After I got pregnant and had my daughter my cycles got very regular. Unfortunately so did my PMS. Lower pelvic pain accompanied a really bad attitude on certain days of the month. When my cousin had an ovarian cyst that turned out to be ovarian cancer it seemed that my pms got worse in solidarity. Maybe it was my age and perimenopause. But over the past nine years I have had to have first six-month, and then three-month screenings to check up on what was going on, what was causing so much discomfort.
After not really finding anything significant (whew) that was causing pain, my gynecologist suspected endometriosis was making my uterus swell and impinge on my other organs on a regular basis. I certainly had worse IBS, reflux, and other digestive distress in synch with my cycle. I put up with it. For a long time. Gallstones spurring the ultimate removal of my gallbladder last year did nothing to ease these symptoms.
Ironically the period itself was usually a relief. At least I could assign my aches and pains a reason for being. My pattern became: wicked PMS for the whole two weeks or more leading up to a period, a pretty uneventful period, and then what I dubbed a "post-MS," which was really my PMS discomfort starting up all over again, sometimes as early as day 8. It sucked.
Acupuncture, diet, and chiropractic/alternative medicine was only a temporary balm. My gynecologist said I had three options. Hormone therapy (which I tried but only made my digestive issues worse), surgery, or grin and bear it and keep up with the regular screenings. I did that for years.
I had always considered surgery, a hysterectomy, a last resort, but after two recent successively wicked and painful cycles I finally had enough. My gynecologist had never pushed me towards a surgical option, but I could tell when I told her my (deep breath) decision, she thought it was the right thing for me.
I had everything in place, the surgery scheduled so that I could recover over the summer, when my elderly mom, who has dementia and lives with me and my daughter, took a fall the week before I was due to go in. Talk about when it rains it pours.
What could have been the ultimate nightmare, the combination of these two momentous life events, turned out to be a blessing in disguise. I had been concerned about how much my mom and my daughter might need me when I came home from my overnight stay at the hospital. But with mom transitioned from the hospital after her fall to a nursing home, I knew she was getting great care, so I could, too. The surgery was robotic, by a system called da Vinci. Seemed like a good omen for this Italian artist.
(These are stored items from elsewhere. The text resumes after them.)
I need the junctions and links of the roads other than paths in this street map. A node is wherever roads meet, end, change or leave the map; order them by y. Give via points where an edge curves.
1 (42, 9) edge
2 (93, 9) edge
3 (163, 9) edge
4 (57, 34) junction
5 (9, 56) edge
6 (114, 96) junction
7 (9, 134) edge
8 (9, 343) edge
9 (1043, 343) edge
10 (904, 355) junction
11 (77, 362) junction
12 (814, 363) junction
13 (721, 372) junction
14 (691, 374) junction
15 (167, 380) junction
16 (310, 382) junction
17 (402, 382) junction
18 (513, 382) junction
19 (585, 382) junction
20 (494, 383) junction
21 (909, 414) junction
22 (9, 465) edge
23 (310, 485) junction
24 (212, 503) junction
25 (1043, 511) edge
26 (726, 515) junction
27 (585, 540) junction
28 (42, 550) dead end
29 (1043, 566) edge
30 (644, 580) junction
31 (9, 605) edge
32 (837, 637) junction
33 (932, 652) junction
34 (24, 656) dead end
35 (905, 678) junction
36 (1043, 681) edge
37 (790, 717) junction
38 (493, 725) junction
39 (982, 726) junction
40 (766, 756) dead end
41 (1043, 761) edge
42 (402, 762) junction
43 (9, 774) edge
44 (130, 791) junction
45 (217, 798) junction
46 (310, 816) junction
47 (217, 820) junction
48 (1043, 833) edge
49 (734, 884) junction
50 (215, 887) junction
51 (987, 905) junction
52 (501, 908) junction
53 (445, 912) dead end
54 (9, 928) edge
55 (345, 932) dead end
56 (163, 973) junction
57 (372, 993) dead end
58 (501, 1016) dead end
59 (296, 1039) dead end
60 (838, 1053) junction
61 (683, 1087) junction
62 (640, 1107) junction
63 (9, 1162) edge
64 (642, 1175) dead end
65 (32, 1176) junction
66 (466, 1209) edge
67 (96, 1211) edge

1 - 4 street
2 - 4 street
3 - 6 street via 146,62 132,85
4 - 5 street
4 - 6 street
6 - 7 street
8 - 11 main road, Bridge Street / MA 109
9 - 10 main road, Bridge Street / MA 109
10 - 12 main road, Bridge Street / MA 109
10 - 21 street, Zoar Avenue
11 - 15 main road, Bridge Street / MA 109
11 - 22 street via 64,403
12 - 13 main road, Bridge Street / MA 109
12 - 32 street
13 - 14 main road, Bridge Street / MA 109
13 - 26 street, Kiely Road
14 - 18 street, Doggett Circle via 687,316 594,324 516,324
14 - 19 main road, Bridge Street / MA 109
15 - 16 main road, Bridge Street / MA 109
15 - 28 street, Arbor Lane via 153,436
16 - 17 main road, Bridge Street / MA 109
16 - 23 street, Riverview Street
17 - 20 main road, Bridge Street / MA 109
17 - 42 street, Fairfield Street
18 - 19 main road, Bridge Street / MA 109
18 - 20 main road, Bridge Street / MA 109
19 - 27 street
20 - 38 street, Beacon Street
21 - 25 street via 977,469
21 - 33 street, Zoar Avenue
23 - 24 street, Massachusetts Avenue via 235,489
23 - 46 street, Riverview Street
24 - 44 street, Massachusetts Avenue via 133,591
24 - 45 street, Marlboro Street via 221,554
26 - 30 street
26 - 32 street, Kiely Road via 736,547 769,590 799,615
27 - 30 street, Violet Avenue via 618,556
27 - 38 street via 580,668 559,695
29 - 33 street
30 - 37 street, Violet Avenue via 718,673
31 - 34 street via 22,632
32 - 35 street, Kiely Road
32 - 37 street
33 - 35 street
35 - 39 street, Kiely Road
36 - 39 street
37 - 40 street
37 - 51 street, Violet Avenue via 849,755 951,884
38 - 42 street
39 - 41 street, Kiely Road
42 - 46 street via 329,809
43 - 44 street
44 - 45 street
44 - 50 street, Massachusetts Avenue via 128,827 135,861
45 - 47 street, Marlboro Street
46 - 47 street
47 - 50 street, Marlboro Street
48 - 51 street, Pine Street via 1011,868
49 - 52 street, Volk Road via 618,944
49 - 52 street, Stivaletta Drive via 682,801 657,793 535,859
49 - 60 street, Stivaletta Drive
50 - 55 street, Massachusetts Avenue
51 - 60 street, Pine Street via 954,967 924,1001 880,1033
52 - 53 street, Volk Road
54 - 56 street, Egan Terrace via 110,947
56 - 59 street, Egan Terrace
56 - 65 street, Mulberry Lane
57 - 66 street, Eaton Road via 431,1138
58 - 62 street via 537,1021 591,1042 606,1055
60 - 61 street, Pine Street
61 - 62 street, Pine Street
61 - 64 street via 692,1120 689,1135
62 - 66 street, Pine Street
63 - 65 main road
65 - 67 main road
My cousin is staying with us, so my daughter is fine and cared for. Emotionally and mentally my mom's situation is still preying on me — I'm not sure when, if ever at this point, she can return home. It's seeming less and less like a possibility as each day goes by. At least I don't have to focus on whether mom is getting everything she needs from me while I am trying to recuperate. She's in good hands.
As for me, I would just like to thank my Uterus, Ovaries, Fallopian tubes, and Cervix for all they have done for me (and with me) in the past. For helping me have my beautiful and amazing daughter. I will be forever grateful.
But it was time to say goodbye, farewell, and so long, pms.